Collected data entries
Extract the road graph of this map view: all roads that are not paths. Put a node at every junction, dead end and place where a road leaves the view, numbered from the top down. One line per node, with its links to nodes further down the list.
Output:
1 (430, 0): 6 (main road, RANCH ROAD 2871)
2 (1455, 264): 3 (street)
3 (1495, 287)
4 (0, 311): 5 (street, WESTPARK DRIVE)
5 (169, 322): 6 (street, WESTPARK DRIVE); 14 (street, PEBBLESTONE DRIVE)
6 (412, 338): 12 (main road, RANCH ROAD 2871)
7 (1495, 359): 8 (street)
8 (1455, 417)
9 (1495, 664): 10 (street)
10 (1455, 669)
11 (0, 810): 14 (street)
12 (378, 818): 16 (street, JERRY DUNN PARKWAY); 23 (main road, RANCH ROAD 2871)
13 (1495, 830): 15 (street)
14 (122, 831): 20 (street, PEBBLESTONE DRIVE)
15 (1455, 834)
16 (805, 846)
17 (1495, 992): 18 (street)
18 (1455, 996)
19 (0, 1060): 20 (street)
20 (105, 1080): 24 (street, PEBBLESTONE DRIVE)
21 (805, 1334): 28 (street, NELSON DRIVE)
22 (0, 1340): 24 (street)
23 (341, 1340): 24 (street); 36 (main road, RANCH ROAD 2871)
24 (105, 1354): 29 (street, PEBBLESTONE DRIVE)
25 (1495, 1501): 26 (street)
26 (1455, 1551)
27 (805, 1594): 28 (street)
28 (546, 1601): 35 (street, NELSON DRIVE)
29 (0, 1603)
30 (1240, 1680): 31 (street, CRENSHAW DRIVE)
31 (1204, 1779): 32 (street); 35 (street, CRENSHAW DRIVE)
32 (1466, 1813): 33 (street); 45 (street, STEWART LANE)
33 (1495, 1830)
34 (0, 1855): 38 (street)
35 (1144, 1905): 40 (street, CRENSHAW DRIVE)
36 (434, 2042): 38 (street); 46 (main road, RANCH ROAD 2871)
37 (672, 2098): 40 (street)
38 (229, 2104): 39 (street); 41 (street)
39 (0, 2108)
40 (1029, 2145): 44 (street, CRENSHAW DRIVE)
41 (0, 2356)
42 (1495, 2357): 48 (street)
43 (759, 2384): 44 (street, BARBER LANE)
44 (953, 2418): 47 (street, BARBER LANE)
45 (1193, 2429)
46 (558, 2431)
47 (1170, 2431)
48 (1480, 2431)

Exercise goal
All the entries are to be reproduced verbatim.

Answer to this problem
Extract the road graph of this map view: all roads that are not paths. Put a node at every junction, dead end and place where a road leaves the view, numbered from the top down. One line per node, with its links to nodes further down the list.
Output:
1 (430, 0): 6 (main road, RANCH ROAD 2871)
2 (1455, 264): 3 (street)
3 (1495, 287)
4 (0, 311): 5 (street, WESTPARK DRIVE)
5 (169, 322): 6 (street, WESTPARK DRIVE); 14 (street, PEBBLESTONE DRIVE)
6 (412, 338): 12 (main road, RANCH ROAD 2871)
7 (1495, 359): 8 (street)
8 (1455, 417)
9 (1495, 664): 10 (street)
10 (1455, 669)
11 (0, 810): 14 (street)
12 (378, 818): 16 (street, JERRY DUNN PARKWAY); 23 (main road, RANCH ROAD 2871)
13 (1495, 830): 15 (street)
14 (122, 831): 20 (street, PEBBLESTONE DRIVE)
15 (1455, 834)
16 (805, 846)
17 (1495, 992): 18 (street)
18 (1455, 996)
19 (0, 1060): 20 (street)
20 (105, 1080): 24 (street, PEBBLESTONE DRIVE)
21 (805, 1334): 28 (street, NELSON DRIVE)
22 (0, 1340): 24 (street)
23 (341, 1340): 24 (street); 36 (main road, RANCH ROAD 2871)
24 (105, 1354): 29 (street, PEBBLESTONE DRIVE)
25 (1495, 1501): 26 (street)
26 (1455, 1551)
27 (805, 1594): 28 (street)
28 (546, 1601): 35 (street, NELSON DRIVE)
29 (0, 1603)
30 (1240, 1680): 31 (street, CRENSHAW DRIVE)
31 (1204, 1779): 32 (street); 35 (street, CRENSHAW DRIVE)
32 (1466, 1813): 33 (street); 45 (street, STEWART LANE)
33 (1495, 1830)
34 (0, 1855): 38 (street)
35 (1144, 1905): 40 (street, CRENSHAW DRIVE)
36 (434, 2042): 38 (street); 46 (main road, RANCH ROAD 2871)
37 (672, 2098): 40 (street)
38 (229, 2104): 39 (street); 41 (street)
39 (0, 2108)
40 (1029, 2145): 44 (street, CRENSHAW DRIVE)
41 (0, 2356)
42 (1495, 2357): 48 (street)
43 (759, 2384): 44 (street, BARBER LANE)
44 (953, 2418): 47 (street, BARBER LANE)
45 (1193, 2429)
46 (558, 2431)
47 (1170, 2431)
48 (1480, 2431)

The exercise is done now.